Many sources of patient data are in an unstructured text format, in free text buried in electronic heath records (EHRs). For example, there is key information hidden in free-text Myocardial Perfusion Imaging (MPI) reports that can help isolate the patients at higher risk of acute myocardial infarction or death. However, manual review of these reports is laborious and time consuming. Natural language processing can help extract key concepts from these reports in a highly scalable and repeatable fashion.
Why use NLP to abstract results from MPI reports?
Approximately 15-20 million MPI scans are performed worldwide. It is known that abnormal MPI reports are associated with a higher likelihood of cardiac diseases. It therefore becomes important to be able to extract certain key concepts from these reports which can aid in isolating patients with abnormal reports. This can then allow for close monitoring of these patients. NLP is an artificial intelligence (AI) technology that can transform unstructured free-text into normalized structured data with a high degree of scalability and repeatability. It is therefore an excellent fit when a large number of reports need to be reviewed to extract the same set of concepts.
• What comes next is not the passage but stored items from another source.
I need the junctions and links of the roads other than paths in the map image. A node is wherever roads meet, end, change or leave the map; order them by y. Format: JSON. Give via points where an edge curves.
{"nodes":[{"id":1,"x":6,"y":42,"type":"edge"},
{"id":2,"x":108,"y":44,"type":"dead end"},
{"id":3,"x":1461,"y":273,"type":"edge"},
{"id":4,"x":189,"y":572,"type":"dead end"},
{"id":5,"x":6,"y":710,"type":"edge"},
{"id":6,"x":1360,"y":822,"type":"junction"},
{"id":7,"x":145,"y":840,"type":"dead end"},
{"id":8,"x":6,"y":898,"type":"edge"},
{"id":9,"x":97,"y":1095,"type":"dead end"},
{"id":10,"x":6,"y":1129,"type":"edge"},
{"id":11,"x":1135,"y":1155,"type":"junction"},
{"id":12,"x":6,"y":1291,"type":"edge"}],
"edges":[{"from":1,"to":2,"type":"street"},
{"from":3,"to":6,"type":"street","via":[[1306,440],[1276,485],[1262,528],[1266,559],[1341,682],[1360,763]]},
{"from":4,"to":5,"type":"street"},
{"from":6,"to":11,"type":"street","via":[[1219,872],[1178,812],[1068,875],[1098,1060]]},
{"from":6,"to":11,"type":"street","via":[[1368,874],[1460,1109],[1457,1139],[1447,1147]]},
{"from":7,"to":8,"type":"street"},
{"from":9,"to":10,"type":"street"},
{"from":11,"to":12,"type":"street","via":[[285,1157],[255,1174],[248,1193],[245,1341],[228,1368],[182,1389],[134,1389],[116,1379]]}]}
Abstraction of free-text MPI reports to inform patient care
A recent publication by Zheng et al discusses the use of NLP to automatically abstract free-text MPI reports. This study was performed at Kaiser Permanente Southern California (KPSC). Their main objective was to identify patients who are at high risk for Acute Coronary Syndrome (ACS). They found that the results obtained from the NLP algorithm achieved a higher sensitivity and specificity and were in good agreement with those derived from manual review by physicians.
Their study population included 16,957 high risk patients, who have more cardiovascular-related comorbidities and potentially a much higher rate of abnormal MPI findings. They built queries in the Linguamatics NLP platform to extract information such as test type, cardiovascular defects, artifacts, wall motion and ejection fraction (EF) from the MPI reports. The extracted information was then used to categorize patients into the following four groups: 1. Ischemia (ischemic or reversible defect identified), 2. Infarction (no definitive ischemic finding but a fixed or irreversible defect identified), 3. Non-diagnostic ischemia (ischemia or infarction cannot be ruled out due to the presence of artifacts or sub-optimal test quality) and 4. Normal. The authors assessed the NLP query results and found both high sensitivity (96.7%) and specificity (98.9%) for the MPI categorical results.
Using the NLP abstracted results, they were able to identify patients with short-term cardiac risk. These patients have a much higher 30-day cardiac event rates and their MPI abnormalities were worsening. The authors state: “NLP is an accurate and efficient strategy to abstract results from the free-text MPI reports”. The researchers have also used NLP to extract other cardiovascular variables such as Ejection Fraction, Aspirin and Warfarin usages as well as extracting clinical variables from the Electrocardiogram Treadmill Test (ETT) reports.
In addition, NLP has also been previously used to abstract ECG reports as well as patient stratification for heart risk. We look forward to seeing NLP being applied to this area in clinical operations as well as many other clinical areas to help advance patient care.